The Landlord had been assuring me for some weeks that the solution to my Glastonbury 2015 dilemma – we had two slots on the Sunday, one at 4 a.m. or the Hell Stage, another at 4 p.m. – lay at the
other end of a meth pipe. The second show meant a great deal to me; we were on an hour before the Fall. The Landlord had sent a festival stash down to the site with an old friend two weeks prior to its opening to the general public; his mate was building sets down there, so was given the parcel to avoid any run-in with security. When we arrived on the Saturday afternoon, neither of us having slept for two days, we made our way straight up to his tent round the back of the Park Stage.
The Landlord’s pal, a reassuringly well-spoken deviant, was more than happy to show me the ropes.

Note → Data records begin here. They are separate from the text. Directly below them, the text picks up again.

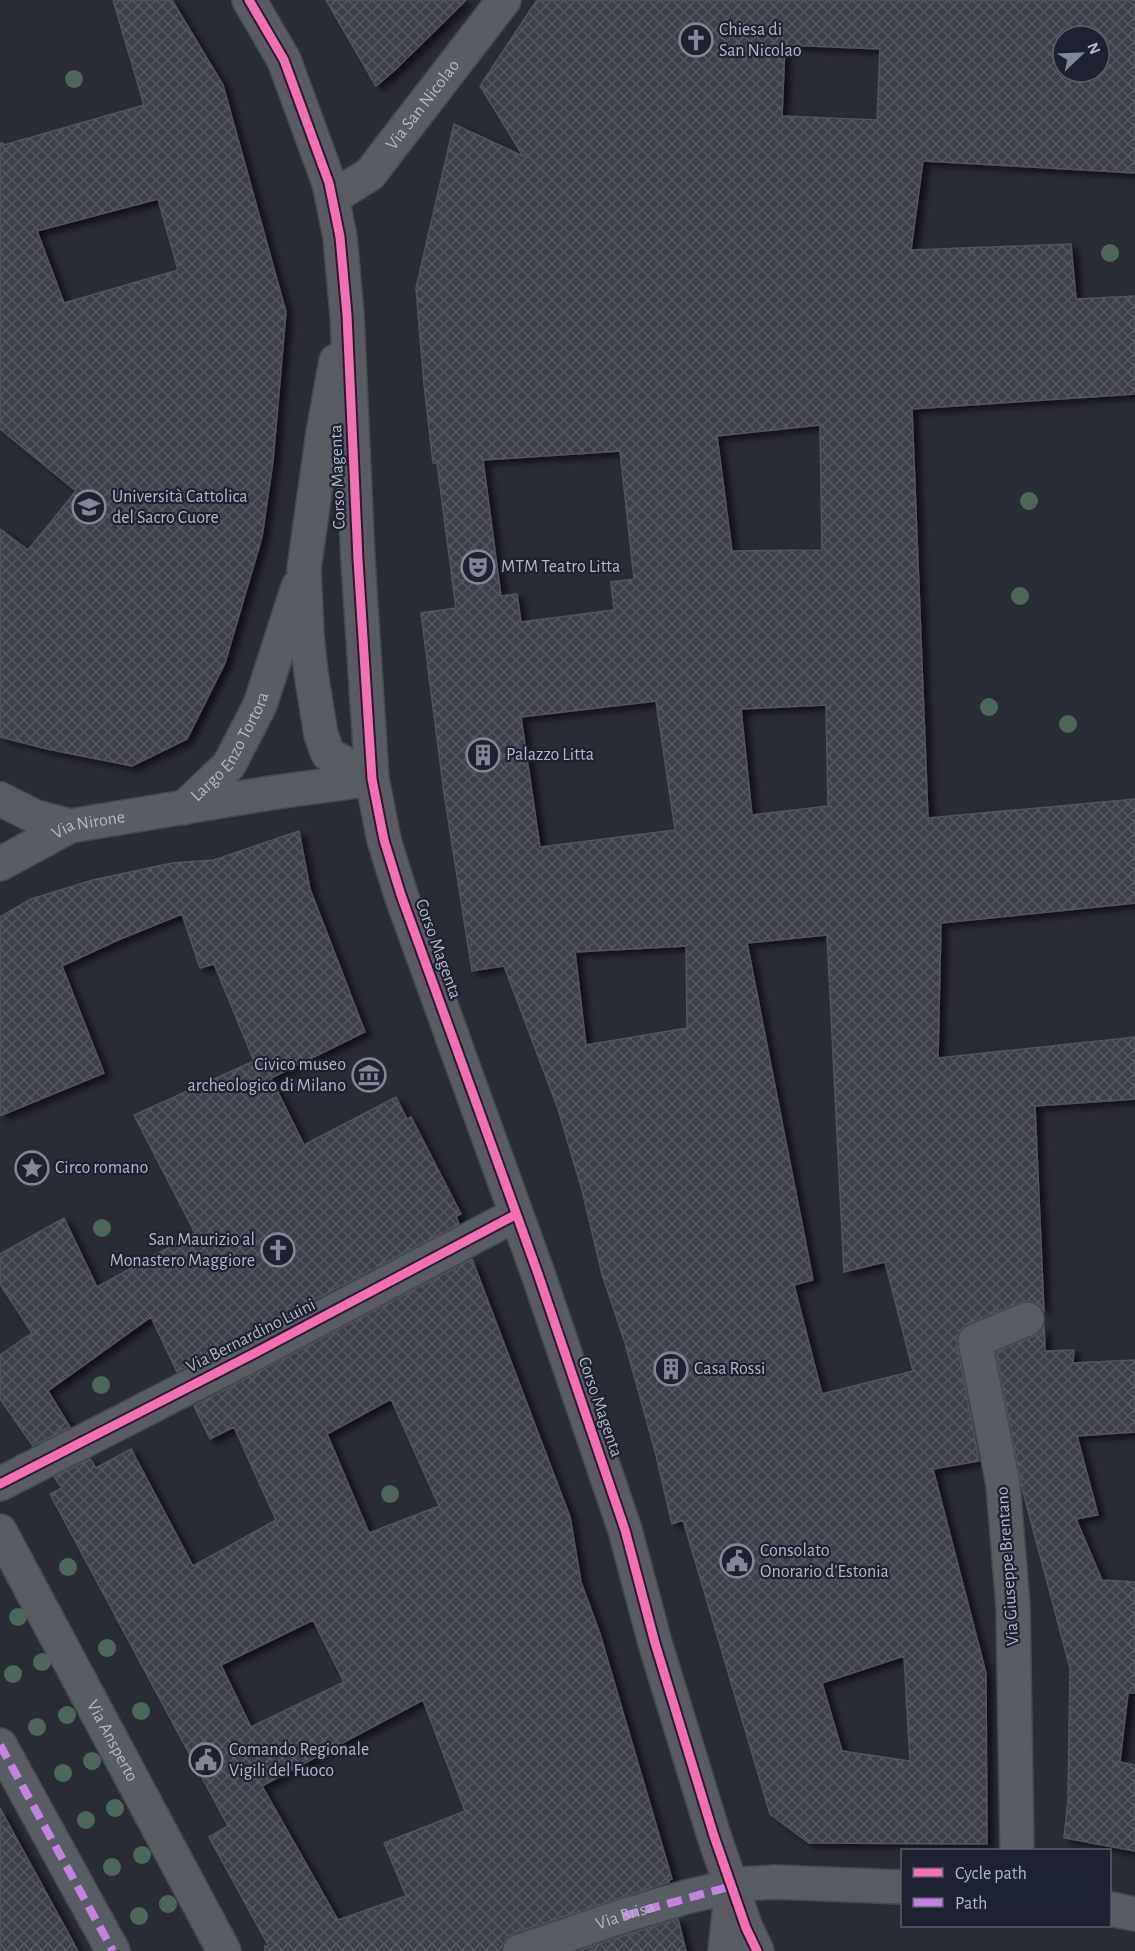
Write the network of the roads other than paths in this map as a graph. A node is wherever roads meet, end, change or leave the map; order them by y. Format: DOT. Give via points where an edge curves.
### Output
graph roads {
  1 [pos="249,0"];
  2 [pos="504,0"];
  3 [pos="332,198"];
  4 [pos="347,315"];
  5 [pos="304,569"];
  6 [pos="372,779"];
  7 [pos="0,799"];
  8 [pos="184,808"];
  9 [pos="70,826"];
  10 [pos="0,864"];
  11 [pos="515,1215"];
  12 [pos="1027,1319"];
  13 [pos="0,1484"];
  14 [pos="0,1531"];
  15 [pos="0,1745"];
  16 [pos="1017,1849"];
  17 [pos="732,1886"];
  18 [pos="901,1887"];
  19 [pos="1111,1909"];
  20 [pos="1135,1914"];
  21 [pos="113,1951"];
  22 [pos="224,1951"];
  23 [pos="520,1951"];
  24 [pos="725,1951"];
  25 [pos="757,1951"];
  1 -- 3 [label="street, Corso Magenta" via="285,60"];
  2 -- 3 [label="street, Via San Nicolao" via="370,174"];
  3 -- 4 [label="street, Corso Magenta"];
  4 -- 5 [label="street, Corso Magenta" via="322,433"];
  4 -- 6 [label="street, Corso Magenta"];
  5 -- 6 [label="street, Corso Magenta" via="311,673 321,735 328,754"];
  5 -- 8 [label="street, Largo Enzo Tortora" via="260,705 229,765"];
  6 -- 8 [label="street, Largo Enzo Tortora"];
  6 -- 11 [label="street, Corso Magenta" via="384,840 401,895"];
  7 -- 9 [label="street" via="36,817"];
  8 -- 9 [label="street, Via Nirone"];
  9 -- 10 [label="street, Via Nirone"];
  11 -- 13 [label="street, Via Bernardino Luini"];
  11 -- 17 [label="street, Corso Magenta" via="625,1530 655,1643"];
  12 -- 16 [label="street, Via Giuseppe Brentano" via="975,1341 1003,1484 1013,1606"];
  14 -- 22 [label="street, Via Ansperto"];
  15 -- 21 [label="street"];
  17 -- 18 [label="street, Via Brisa" via="775,1882"];
  17 -- 23 [label="street, Via Brisa" via="623,1916"];
  17 -- 24 [label="street"];
  17 -- 25 [label="street, Corso Magenta"];
  19 -- 20 [label="street"];
}
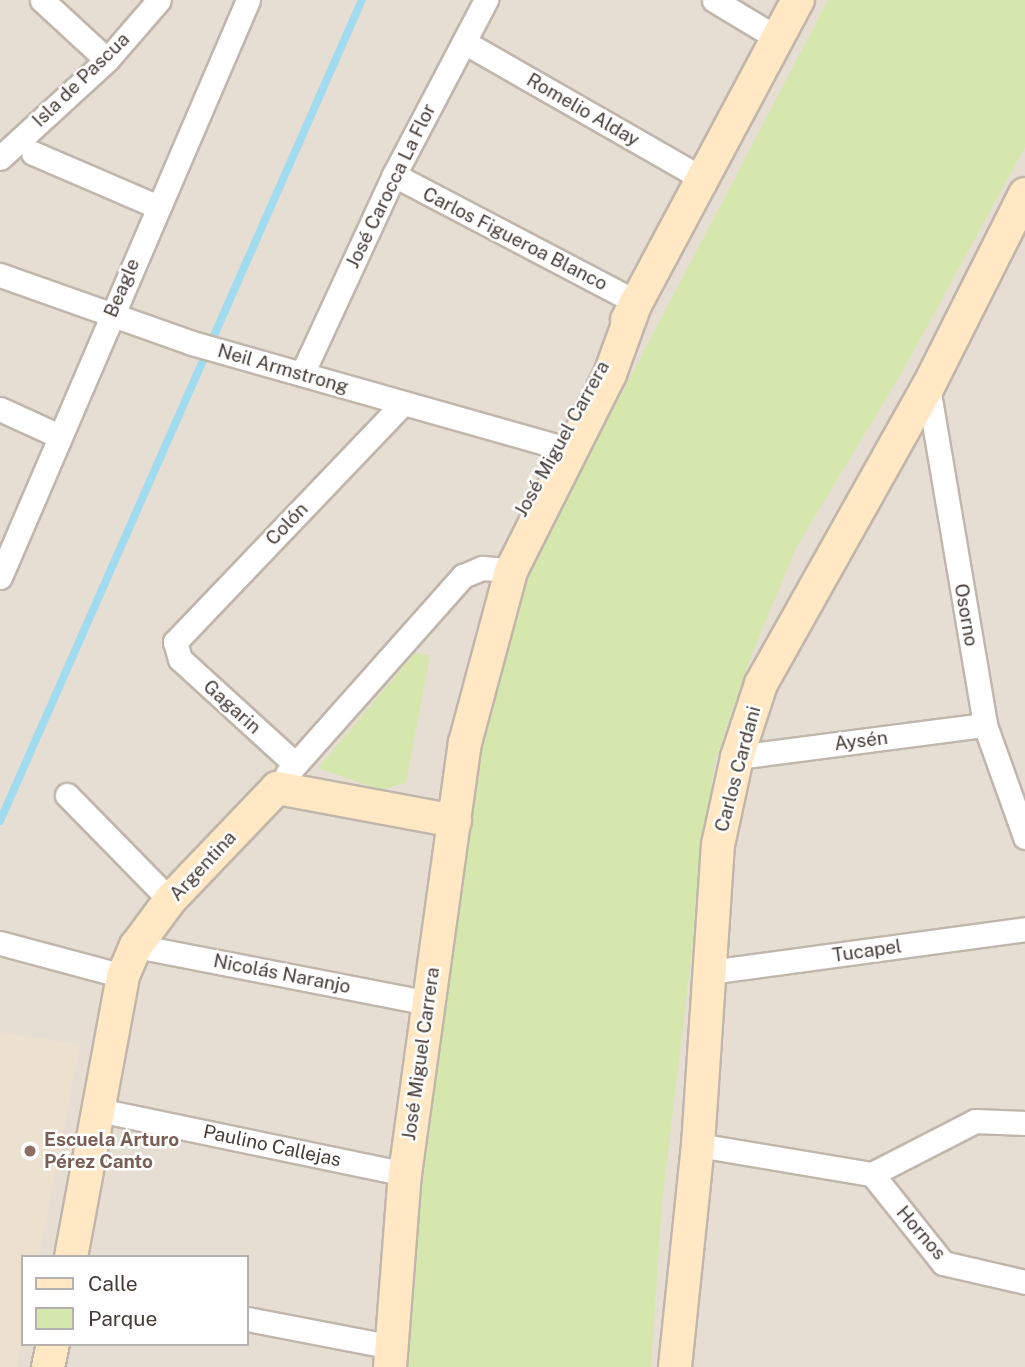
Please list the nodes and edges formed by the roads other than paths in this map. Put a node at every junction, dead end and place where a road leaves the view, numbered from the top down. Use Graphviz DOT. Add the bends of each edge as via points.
graph roads {
  1 [pos="42,0"];
  2 [pos="159,0"];
  3 [pos="248,0"];
  4 [pos="486,0"];
  5 [pos="714,0"];
  6 [pos="798,0"];
  7 [pos="777,38"];
  8 [pos="464,42"];
  9 [pos="107,60"];
  10 [pos="33,153"];
  11 [pos="0,158"];
  12 [pos="394,175"];
  13 [pos="703,179"];
  14 [pos="1024,197"];
  15 [pos="156,206"];
  16 [pos="0,275"];
  17 [pos="636,302"];
  18 [pos="111,317"];
  19 [pos="302,374"];
  20 [pos="928,387"];
  21 [pos="403,403"];
  22 [pos="0,409"];
  23 [pos="59,436"];
  24 [pos="562,448"];
  25 [pos="5,550"];
  26 [pos="495,569"];
  27 [pos="0,578"];
  28 [pos="174,648"];
  29 [pos="985,724"];
  30 [pos="465,743"];
  31 [pos="737,757"];
  32 [pos="286,776"];
  33 [pos="67,795"];
  34 [pos="455,821"];
  35 [pos="1025,837"];
  36 [pos="170,900"];
  37 [pos="1025,929"];
  38 [pos="0,943"];
  39 [pos="136,946"];
  40 [pos="709,972"];
  41 [pos="123,976"];
  42 [pos="428,1003"];
  43 [pos="99,1110"];
  44 [pos="1025,1123"];
  45 [pos="698,1144"];
  46 [pos="405,1174"];
  47 [pos="872,1174"];
  48 [pos="71,1255"];
  49 [pos="1025,1282"];
  50 [pos="248,1319"];
  51 [pos="53,1346"];
  52 [pos="391,1357"];
  53 [pos="48,1367"];
  54 [pos="675,1367"];
  1 -- 9 [label="street"];
  2 -- 9 [label="street, Isla de Pascua"];
  3 -- 15 [label="street, Beagle"];
  4 -- 8 [label="street, José Carocca La Flor"];
  5 -- 7 [label="street"];
  6 -- 7 [label="main road, José Miguel Carrera"];
  7 -- 13 [label="main road, José Miguel Carrera"];
  8 -- 12 [label="street, José Carocca La Flor"];
  8 -- 13 [label="street, Romelio Alday"];
  9 -- 11 [label="street, Isla de Pascua"];
  10 -- 15 [label="street"];
  12 -- 17 [label="street, Carlos Figueroa Blanco"];
  12 -- 19 [label="street, José Carocca La Flor"];
  13 -- 17 [label="main road, José Miguel Carrera"];
  14 -- 20 [label="main road, Carlos Cardani"];
  15 -- 18 [label="street, Beagle"];
  16 -- 18 [label="street, Neil Armstrong"];
  17 -- 24 [label="main road, José Miguel Carrera" via="610,374"];
  18 -- 19 [label="street, Neil Armstrong"];
  18 -- 23 [label="street, Beagle"];
  19 -- 21 [label="street, Neil Armstrong"];
  20 -- 29 [label="street, Osorno"];
  20 -- 31 [label="main road, Carlos Cardani" via="761,684"];
  21 -- 24 [label="street, Neil Armstrong"];
  21 -- 28 [label="street, Colón" via="178,638"];
  22 -- 23 [label="street"];
  23 -- 25 [label="street, Beagle"];
  24 -- 26 [label="main road, José Miguel Carrera"];
  24 -- 30 [label="main road, José Miguel Carrera" via="511,571"];
  25 -- 27 [label="street, Beagle"];
  26 -- 30 [label="main road, José Miguel Carrera" via="468,688"];
  26 -- 32 [label="street, Argentina" via="482,568 463,576"];
  28 -- 32 [label="street, Gagarin"];
  29 -- 31 [label="street, Aysén"];
  29 -- 35 [label="street, Osorno"];
  30 -- 34 [label="main road, José Miguel Carrera"];
  31 -- 40 [label="main road, Carlos Cardani" via="718,845"];
  32 -- 34 [label="main road"];
  32 -- 36 [label="main road, Argentina"];
  33 -- 36 [label="street"];
  34 -- 42 [label="main road, José Miguel Carrera"];
  36 -- 39 [label="main road, Argentina"];
  37 -- 40 [label="street, Tucapel"];
  38 -- 41 [label="street"];
  39 -- 41 [label="main road, Argentina"];
  39 -- 42 [label="street, Nicolás Naranjo"];
  40 -- 45 [label="main road, Carlos Cardani"];
  41 -- 43 [label="main road, Argentina"];
  42 -- 46 [label="main road, José Miguel Carrera"];
  43 -- 46 [label="street, Paulino Callejas"];
  43 -- 48 [label="main road, Argentina"];
  44 -- 47 [label="street" via="975,1121"];
  45 -- 47 [label="street"];
  45 -- 54 [label="main road, Carlos Cardani"];
  46 -- 52 [label="main road, José Miguel Carrera"];
  47 -- 49 [label="street, Hornos" via="943,1263"];
  50 -- 52 [label="street"];
  51 -- 53 [label="main road"];
}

‘You trace the flame test/y back and forth across the bulb. No, no, like this, let me show you…’ he gently exhaled, his sallow yet thoughtful eyes pinned to the procedure. ‘That’s it, that’s it,
now just suck it all down, that’s it.’
A seam of laughter buried deep within the Landlord came unstuck. A miraculous clarity washed through my being. I found myself in possession of a clean slate, a new beginning. I’d been reborn.
‘How long will this last?’ I instantly demanded, eager to work out the math.
‘You’ll be good until tonight, beamed the Landlord, the corners of his mouth pulled back in pseudo-parental glee.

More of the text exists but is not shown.